Source records:
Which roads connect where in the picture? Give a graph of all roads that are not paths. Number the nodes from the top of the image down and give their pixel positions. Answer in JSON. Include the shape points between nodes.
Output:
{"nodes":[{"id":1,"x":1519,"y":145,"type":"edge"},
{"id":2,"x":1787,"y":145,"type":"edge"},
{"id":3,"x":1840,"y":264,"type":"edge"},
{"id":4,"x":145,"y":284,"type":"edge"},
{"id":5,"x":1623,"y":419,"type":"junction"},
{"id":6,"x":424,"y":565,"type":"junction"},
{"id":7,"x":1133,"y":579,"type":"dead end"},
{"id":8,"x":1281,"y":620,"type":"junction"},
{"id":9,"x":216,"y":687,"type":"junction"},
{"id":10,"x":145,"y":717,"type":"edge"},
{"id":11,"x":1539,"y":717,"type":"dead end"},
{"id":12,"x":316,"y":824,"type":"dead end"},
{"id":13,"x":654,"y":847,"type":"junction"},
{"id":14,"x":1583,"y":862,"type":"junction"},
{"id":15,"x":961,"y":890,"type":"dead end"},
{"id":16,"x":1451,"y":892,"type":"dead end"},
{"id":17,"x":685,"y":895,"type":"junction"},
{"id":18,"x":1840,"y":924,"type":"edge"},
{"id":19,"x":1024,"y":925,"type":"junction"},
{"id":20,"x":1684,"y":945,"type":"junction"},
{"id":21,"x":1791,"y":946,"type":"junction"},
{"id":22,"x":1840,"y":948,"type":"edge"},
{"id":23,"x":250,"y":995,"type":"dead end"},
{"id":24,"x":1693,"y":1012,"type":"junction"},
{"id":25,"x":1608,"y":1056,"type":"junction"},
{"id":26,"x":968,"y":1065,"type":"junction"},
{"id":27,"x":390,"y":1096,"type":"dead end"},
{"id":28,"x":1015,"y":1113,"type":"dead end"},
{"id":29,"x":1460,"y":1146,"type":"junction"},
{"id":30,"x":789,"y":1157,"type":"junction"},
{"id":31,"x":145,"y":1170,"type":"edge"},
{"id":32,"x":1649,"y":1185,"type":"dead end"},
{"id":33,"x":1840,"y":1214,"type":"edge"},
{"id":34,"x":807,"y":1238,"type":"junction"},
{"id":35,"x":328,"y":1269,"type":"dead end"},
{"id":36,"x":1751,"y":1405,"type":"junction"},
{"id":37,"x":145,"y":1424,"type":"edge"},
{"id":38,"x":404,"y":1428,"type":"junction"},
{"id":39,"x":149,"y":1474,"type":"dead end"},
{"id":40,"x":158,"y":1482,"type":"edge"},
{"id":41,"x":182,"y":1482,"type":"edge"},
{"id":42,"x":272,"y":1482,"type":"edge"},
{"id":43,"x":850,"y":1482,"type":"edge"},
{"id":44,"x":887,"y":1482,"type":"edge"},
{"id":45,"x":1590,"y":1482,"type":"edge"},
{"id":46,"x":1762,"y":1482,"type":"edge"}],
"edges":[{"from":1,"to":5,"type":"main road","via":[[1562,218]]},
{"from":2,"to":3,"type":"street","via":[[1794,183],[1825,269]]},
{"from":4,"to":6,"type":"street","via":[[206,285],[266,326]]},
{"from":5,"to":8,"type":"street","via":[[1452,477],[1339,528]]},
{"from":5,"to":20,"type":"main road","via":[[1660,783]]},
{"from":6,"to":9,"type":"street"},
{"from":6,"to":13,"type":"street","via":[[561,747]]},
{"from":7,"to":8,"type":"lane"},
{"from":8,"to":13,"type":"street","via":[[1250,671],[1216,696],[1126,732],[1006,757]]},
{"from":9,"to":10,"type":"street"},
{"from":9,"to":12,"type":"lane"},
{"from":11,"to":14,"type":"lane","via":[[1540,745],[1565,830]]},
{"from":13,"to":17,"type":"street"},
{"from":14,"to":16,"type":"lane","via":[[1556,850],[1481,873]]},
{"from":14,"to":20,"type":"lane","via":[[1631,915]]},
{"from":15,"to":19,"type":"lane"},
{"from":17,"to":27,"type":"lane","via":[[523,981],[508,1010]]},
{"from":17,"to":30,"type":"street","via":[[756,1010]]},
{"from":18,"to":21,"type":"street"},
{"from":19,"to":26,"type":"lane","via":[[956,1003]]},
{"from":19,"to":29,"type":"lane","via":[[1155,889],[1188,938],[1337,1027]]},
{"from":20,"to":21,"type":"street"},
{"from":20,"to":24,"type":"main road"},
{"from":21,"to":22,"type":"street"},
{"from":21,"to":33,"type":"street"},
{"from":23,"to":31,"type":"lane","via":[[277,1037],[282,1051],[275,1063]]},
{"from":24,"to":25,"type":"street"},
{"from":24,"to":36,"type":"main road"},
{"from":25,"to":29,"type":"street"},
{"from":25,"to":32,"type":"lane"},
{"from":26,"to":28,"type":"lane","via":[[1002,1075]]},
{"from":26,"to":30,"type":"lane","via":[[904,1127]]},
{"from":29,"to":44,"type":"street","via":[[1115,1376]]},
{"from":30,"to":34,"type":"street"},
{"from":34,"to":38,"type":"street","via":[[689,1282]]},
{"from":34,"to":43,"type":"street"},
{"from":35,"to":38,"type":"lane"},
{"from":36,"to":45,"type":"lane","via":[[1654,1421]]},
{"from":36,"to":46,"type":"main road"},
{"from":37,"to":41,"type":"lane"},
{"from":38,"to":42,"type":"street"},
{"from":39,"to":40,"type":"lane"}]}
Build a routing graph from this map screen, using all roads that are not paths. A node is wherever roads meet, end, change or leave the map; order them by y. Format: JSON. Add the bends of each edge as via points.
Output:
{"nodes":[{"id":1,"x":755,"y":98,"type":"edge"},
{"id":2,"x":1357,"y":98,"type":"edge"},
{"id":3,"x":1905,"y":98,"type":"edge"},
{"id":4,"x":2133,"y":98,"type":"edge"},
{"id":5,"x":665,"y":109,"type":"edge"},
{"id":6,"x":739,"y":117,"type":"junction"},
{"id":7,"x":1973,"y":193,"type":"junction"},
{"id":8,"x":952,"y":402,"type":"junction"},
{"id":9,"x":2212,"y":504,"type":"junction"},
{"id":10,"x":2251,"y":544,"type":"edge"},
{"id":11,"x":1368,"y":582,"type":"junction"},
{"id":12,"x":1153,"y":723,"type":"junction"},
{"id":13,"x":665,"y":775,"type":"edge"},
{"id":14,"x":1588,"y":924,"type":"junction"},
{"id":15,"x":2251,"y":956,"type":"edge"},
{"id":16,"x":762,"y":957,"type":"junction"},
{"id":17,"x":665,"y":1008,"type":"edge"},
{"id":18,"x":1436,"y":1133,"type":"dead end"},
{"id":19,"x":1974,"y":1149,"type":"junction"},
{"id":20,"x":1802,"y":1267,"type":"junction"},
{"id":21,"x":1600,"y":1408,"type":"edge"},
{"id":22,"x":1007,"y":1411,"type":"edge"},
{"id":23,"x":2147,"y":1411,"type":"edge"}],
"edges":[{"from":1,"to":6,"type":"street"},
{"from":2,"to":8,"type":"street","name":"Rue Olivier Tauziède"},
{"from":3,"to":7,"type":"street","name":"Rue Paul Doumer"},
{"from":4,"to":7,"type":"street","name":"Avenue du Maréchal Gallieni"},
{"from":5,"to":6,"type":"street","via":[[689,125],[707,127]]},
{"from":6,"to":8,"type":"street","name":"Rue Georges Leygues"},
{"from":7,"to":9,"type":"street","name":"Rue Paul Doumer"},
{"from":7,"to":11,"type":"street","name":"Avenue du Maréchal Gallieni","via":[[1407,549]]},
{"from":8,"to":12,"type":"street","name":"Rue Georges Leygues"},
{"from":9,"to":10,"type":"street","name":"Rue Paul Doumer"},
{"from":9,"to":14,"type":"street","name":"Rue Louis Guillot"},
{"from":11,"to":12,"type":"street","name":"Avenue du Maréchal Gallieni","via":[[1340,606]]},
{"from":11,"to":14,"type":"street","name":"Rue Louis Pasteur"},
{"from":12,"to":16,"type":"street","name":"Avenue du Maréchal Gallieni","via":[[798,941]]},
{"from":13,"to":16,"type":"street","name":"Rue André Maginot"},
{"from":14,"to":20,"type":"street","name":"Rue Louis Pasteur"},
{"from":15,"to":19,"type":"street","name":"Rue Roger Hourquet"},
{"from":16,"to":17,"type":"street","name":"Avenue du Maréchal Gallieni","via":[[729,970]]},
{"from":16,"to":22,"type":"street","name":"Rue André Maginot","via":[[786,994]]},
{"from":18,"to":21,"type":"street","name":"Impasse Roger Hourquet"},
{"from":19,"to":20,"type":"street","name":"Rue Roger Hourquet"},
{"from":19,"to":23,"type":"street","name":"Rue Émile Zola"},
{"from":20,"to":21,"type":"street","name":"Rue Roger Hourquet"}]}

What is required:
Go through the entries. Report every line that contains the word "Maginot".

Exercise result:
{"from":13,"to":16,"type":"street","name":"Rue André Maginot"},
{"from":16,"to":22,"type":"street","name":"Rue André Maginot","via":[[786,994]]},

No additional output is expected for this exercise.